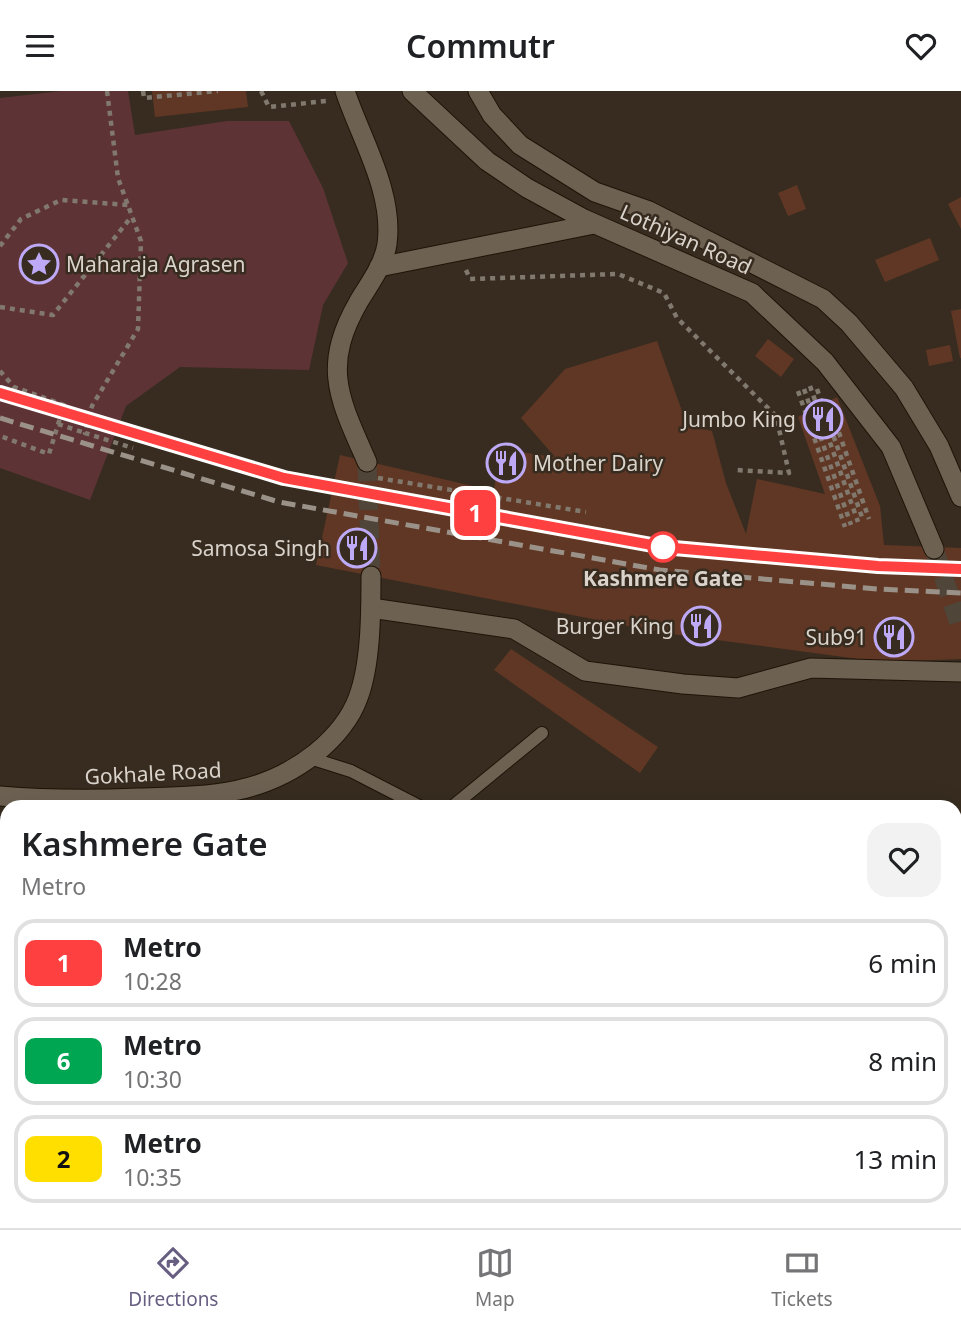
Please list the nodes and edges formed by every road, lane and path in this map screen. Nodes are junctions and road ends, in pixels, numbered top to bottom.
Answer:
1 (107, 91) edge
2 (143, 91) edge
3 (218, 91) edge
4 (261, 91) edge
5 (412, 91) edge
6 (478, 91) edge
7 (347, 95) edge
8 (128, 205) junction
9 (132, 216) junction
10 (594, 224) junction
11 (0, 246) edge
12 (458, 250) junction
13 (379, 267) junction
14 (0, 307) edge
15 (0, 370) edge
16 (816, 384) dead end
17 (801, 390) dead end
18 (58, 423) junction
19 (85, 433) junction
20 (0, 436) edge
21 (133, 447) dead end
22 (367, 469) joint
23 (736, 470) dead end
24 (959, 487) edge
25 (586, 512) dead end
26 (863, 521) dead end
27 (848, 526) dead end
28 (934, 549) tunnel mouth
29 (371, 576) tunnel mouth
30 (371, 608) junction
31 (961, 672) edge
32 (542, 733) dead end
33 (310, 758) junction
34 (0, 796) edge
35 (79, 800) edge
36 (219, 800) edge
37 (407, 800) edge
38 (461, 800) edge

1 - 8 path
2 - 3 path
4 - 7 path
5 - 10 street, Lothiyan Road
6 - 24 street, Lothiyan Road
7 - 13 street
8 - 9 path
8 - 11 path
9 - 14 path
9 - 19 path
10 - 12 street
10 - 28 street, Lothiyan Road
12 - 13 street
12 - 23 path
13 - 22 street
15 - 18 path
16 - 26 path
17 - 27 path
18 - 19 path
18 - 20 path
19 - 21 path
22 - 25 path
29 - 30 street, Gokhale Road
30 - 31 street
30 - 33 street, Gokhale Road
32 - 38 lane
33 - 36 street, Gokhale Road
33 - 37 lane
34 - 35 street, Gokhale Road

+++

Copy out each line of the records where the word "Gokhale" appears.

29 - 30 street, Gokhale Road
30 - 33 street, Gokhale Road
33 - 36 street, Gokhale Road
34 - 35 street, Gokhale Road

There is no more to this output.